In addition to French and English, the multilingual child is able to speak Urdu as well as read Arabic script. Khurram says her son is a quick learning and his excitement and self-control helped him reach his goal.

“He was so excited to go to a higher grade and he was asking the teachers all the time to give him extra work.”

“He grabbed a booklet that the teacher who asked him to complete in maybe a month and he completed it on the same day. He went back to the teacher and gave the booklet the next day, so he has so much energy. I don’t know how it comes up in him, but he wants to finish his tasks on time and quickly and he learns things very fast.”

Vice-principal Chantale Salt says the school usually doesn’t allow for a late addition to their immersion programs as it can create difficulties for the student if they aren’t motivated as well as adds extra responsibilities on teachers. However, she says everyone involved was willing to put in the work to get Shehzad up to speed in the classroom.
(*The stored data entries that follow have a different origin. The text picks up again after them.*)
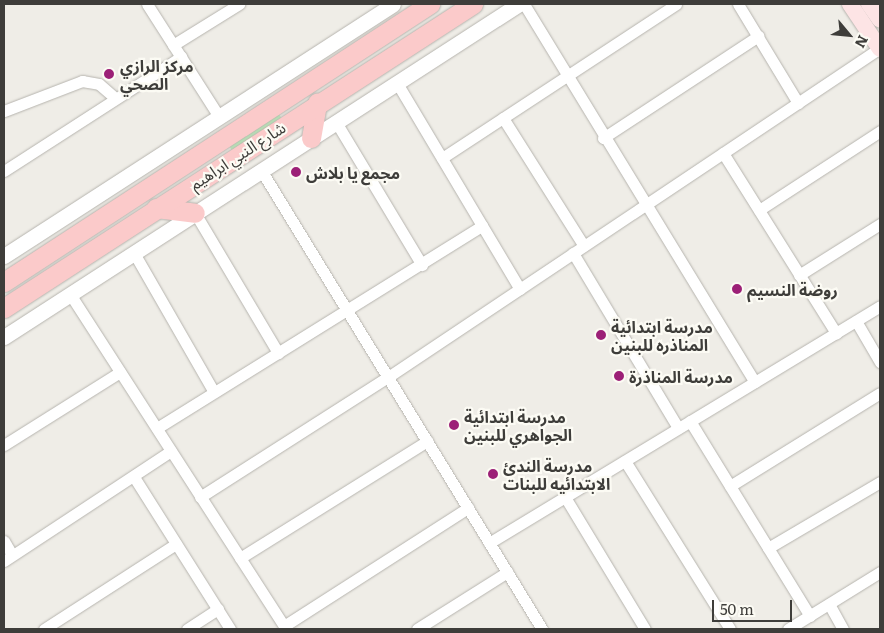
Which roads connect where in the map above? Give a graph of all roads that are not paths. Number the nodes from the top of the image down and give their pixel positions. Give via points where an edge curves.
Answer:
1 (147, 4) edge
2 (240, 4) edge
3 (393, 4) edge
4 (419, 4) edge
5 (430, 4) edge
6 (473, 4) edge
7 (490, 4) edge
8 (519, 4) edge
9 (524, 4) edge
10 (676, 4) edge
11 (738, 4) edge
12 (850, 4) edge
13 (869, 4) edge
14 (880, 20) edge
15 (758, 36) junction
16 (173, 44) junction
17 (360, 48) junction
18 (880, 48) edge
19 (181, 57) junction
20 (373, 67) junction
21 (566, 77) junction
22 (397, 83) junction
23 (114, 98) junction
24 (316, 103) junction
25 (798, 103) junction
26 (4, 112) edge
27 (220, 118) junction
28 (502, 118) junction
29 (336, 122) junction
30 (880, 131) edge
31 (311, 138) junction
32 (603, 138) junction
33 (723, 153) junction
34 (442, 158) junction
35 (262, 170) junction
36 (4, 171) edge
37 (644, 206) junction
38 (156, 208) junction
39 (759, 210) junction
40 (195, 213) junction
41 (880, 224) edge
42 (482, 226) junction
43 (584, 246) junction
44 (134, 253) junction
45 (573, 253) junction
46 (4, 256) edge
47 (422, 264) junction
48 (800, 275) junction
49 (4, 282) edge
50 (520, 289) junction
51 (70, 294) junction
52 (880, 306) edge
53 (4, 308) edge
54 (347, 310) junction
55 (856, 320) junction
56 (836, 332) junction
57 (4, 337) edge
58 (278, 353) junction
59 (880, 362) edge
60 (120, 372) junction
61 (388, 377) junction
62 (755, 382) junction
63 (214, 392) junction
64 (880, 393) edge
65 (690, 421) junction
66 (156, 428) junction
67 (678, 428) junction
68 (427, 441) junction
69 (4, 445) edge
70 (171, 452) junction
71 (625, 461) junction
72 (134, 477) junction
73 (880, 482) edge
74 (730, 486) junction
75 (200, 496) junction
76 (565, 497) junction
77 (468, 508) junction
78 (4, 541) edge
79 (489, 543) junction
80 (176, 544) junction
81 (768, 548) junction
82 (8, 558) edge
83 (240, 558) junction
84 (507, 572) junction
85 (880, 572) edge
86 (829, 604) junction
87 (218, 609) junction
88 (810, 616) junction
89 (285, 627) edge
90 (44, 629) edge
91 (187, 629) edge
92 (230, 629) edge
93 (417, 629) edge
94 (542, 629) edge
95 (645, 629) edge
96 (730, 629) edge
97 (788, 629) edge
98 (843, 629) edge

1 - 16 street
2 - 16 street
3 - 27 street
4 - 17 main road
5 - 17 main road, شارع النبي ابراهيم
6 - 20 main road, شارع النبي ابراهيم
7 - 20 main road
8 - 22 street
9 - 21 street
10 - 21 street
11 - 15 street
12 - 18 main road
13 - 14 main road
15 - 25 street
15 - 32 street
16 - 19 street
17 - 49 main road, شارع النبي ابراهيم
18 - 25 street
19 - 23 street
19 - 27 street
20 - 24 main road, شارع النبي ابراهيم
21 - 28 street
21 - 32 street
22 - 29 street
22 - 34 street
23 - 26 street via 99,84 82,81
23 - 36 street
24 - 31 main road
24 - 38 main road, شارع النبي ابراهيم
25 - 33 street
27 - 46 street
28 - 34 street
28 - 43 street
29 - 31 street
29 - 47 street
30 - 39 street
31 - 35 street
32 - 37 street
33 - 37 street
33 - 39 street
34 - 42 street
35 - 40 street
35 - 54 street
37 - 43 street
37 - 62 street
38 - 40 main road
38 - 53 main road, شارع النبي ابراهيم
39 - 48 street
40 - 44 street
40 - 58 street
41 - 48 street
42 - 47 street
42 - 50 street
43 - 45 street
44 - 51 street
44 - 63 street
45 - 50 street
45 - 67 street
47 - 54 street
48 - 56 street
50 - 61 street
51 - 57 street
51 - 60 street
52 - 55 street
54 - 58 street
54 - 61 street
55 - 56 street
55 - 59 street
56 - 62 street
58 - 63 street
60 - 66 street
60 - 69 street
61 - 68 street
61 - 75 street
62 - 65 street
63 - 66 street
64 - 74 street
65 - 67 street
65 - 74 street
66 - 70 street
67 - 71 street
68 - 77 street
68 - 83 street
70 - 72 street
70 - 75 street
71 - 76 street
71 - 96 street
72 - 80 street
72 - 82 street
73 - 81 street
74 - 81 street
75 - 83 street
76 - 79 street
76 - 95 street
77 - 79 street
77 - 89 street
78 - 82 street
79 - 84 street
80 - 87 street
80 - 90 street
81 - 88 street
83 - 89 street
84 - 93 street
84 - 94 street
85 - 86 street
86 - 88 street
86 - 98 street
87 - 91 street
87 - 92 street
88 - 97 street

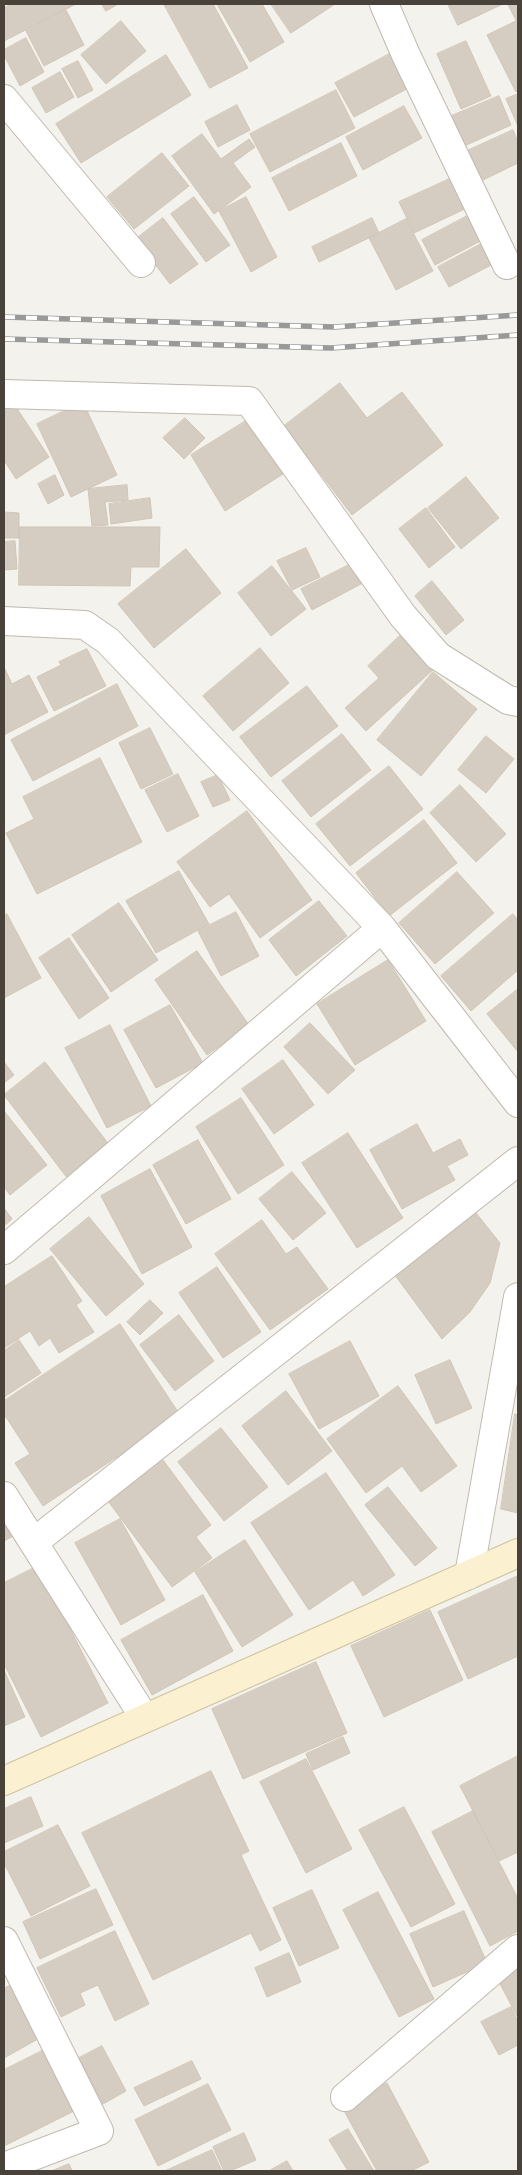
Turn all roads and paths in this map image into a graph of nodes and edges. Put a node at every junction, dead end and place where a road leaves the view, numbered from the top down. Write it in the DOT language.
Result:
graph roads {
  1 [pos="384,4"];
  2 [pos="4,99"];
  3 [pos="141,263"];
  4 [pos="507,265"];
  5 [pos="4,394"];
  6 [pos="4,620"];
  7 [pos="518,702"];
  8 [pos="382,928"];
  9 [pos="518,1103"];
  10 [pos="518,1161"];
  11 [pos="4,1250"];
  12 [pos="518,1297"];
  13 [pos="4,1496"];
  14 [pos="34,1542"];
  15 [pos="518,1553"];
  16 [pos="469,1575"];
  17 [pos="144,1717"];
  18 [pos="4,1781"];
  19 [pos="518,1949"];
  20 [pos="7,1955"];
  21 [pos="345,2097"];
  22 [pos="4,2167"];
  1 -- 4 [label="street"];
  2 -- 3 [label="street"];
  5 -- 7 [label="street"];
  6 -- 8 [label="street"];
  8 -- 9 [label="street"];
  8 -- 11 [label="street"];
  10 -- 14 [label="street"];
  12 -- 16 [label="street"];
  13 -- 14 [label="street"];
  14 -- 17 [label="street"];
  15 -- 16 [label="street"];
  16 -- 17 [label="street"];
  17 -- 18 [label="street"];
  19 -- 21 [label="street"];
  20 -- 22 [label="street"];
}
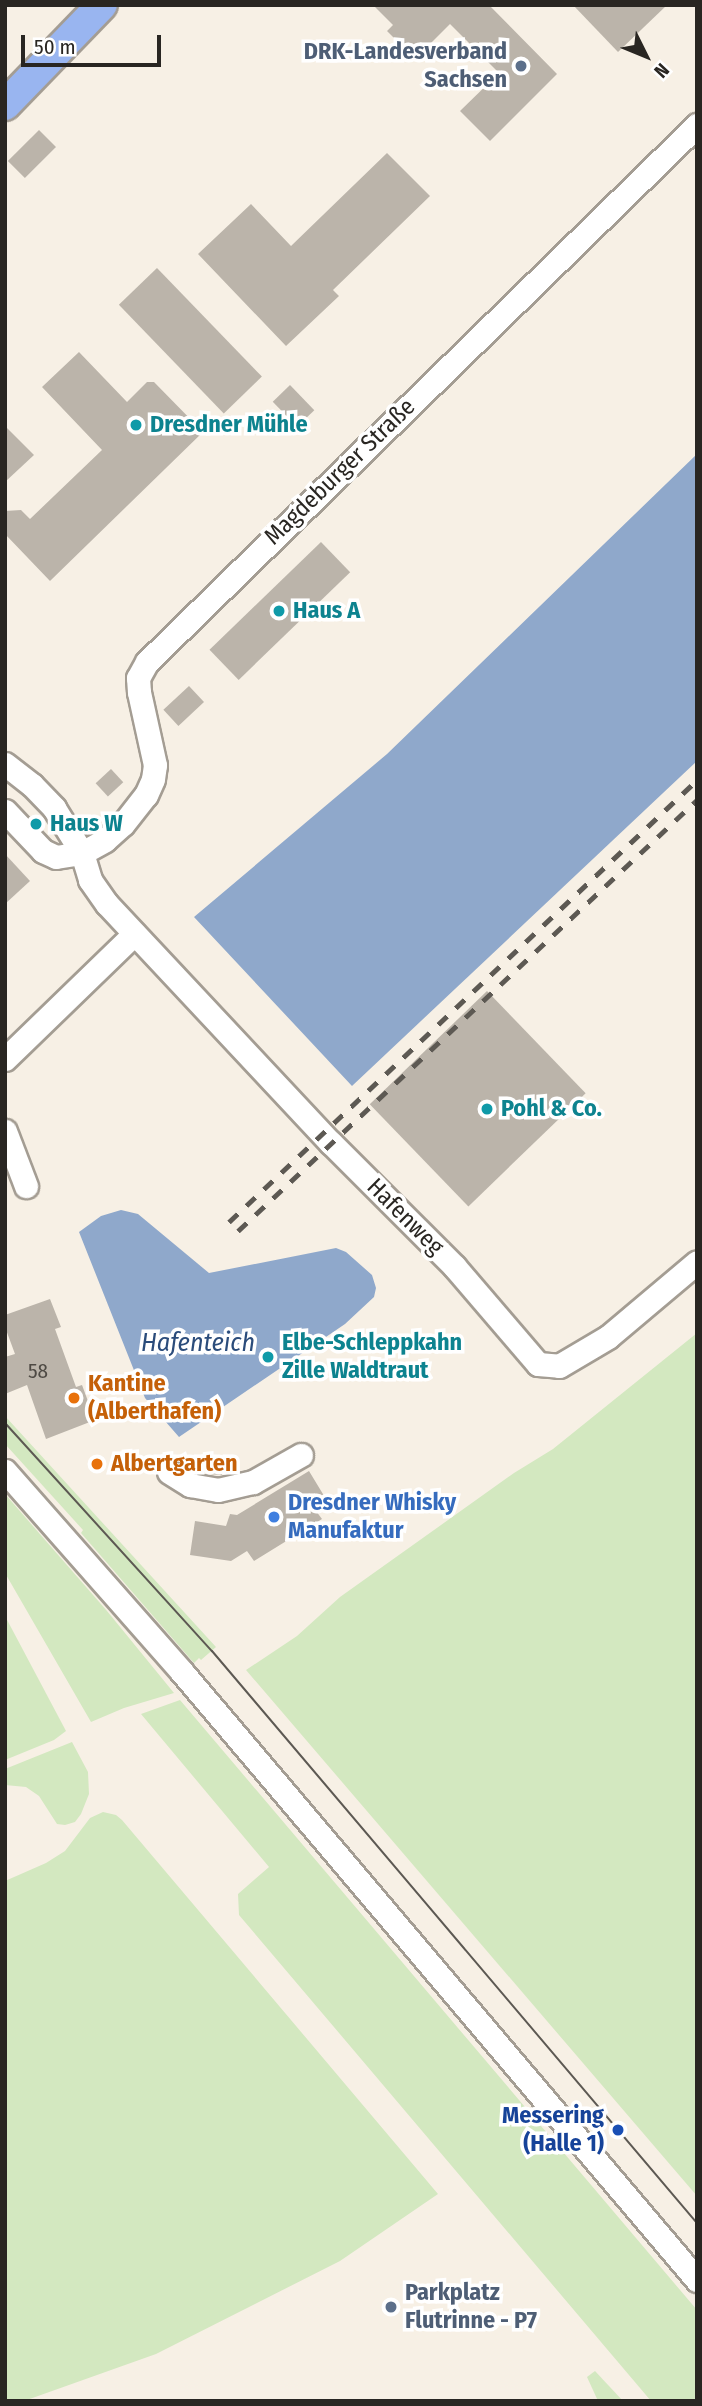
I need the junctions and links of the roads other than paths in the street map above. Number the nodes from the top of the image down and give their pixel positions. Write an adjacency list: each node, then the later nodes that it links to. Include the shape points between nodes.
1 (102, 5): 2 (main road)
2 (5, 105)
3 (697, 125): 6 (street, Magdeburger Straße, via 147,662 138,678 155,765 153,779 123,824)
4 (11, 770): 6 (street, via 54,808)
5 (5, 811): 6 (street, via 43,851 56,858)
6 (82, 853): 7 (street, Hafenweg, via 90,880)
7 (134, 934): 8 (street); 11 (street, Hafenweg, via 454,1266 538,1364 559,1366 608,1337)
8 (5, 1059)
9 (5, 1130): 10 (street)
10 (26, 1186)
11 (697, 1262)
12 (301, 1455): 14 (street, via 253,1482 218,1490 190,1485)
13 (5, 1471): 15 (street, via 182,1672)
14 (169, 1472)
15 (697, 2280)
“Without that support system you don’t get where you need to go and he being so self-motivated really helped him progress through that many levels of French as quickly as he did.”

“The family was very motivated and devoted to making sure that they put in the extra work. Typically, Hashim coming into grade 3 he would need some tutors and spend extra time with exposure to the French language.”

She says they also pulled Shehzad out of his English Language Arts classes to allow for more time focusing on French and complete two years of learning in around a year and a half. Salt adds he already advanced for enough in his English skills that it wasn’t detrimental.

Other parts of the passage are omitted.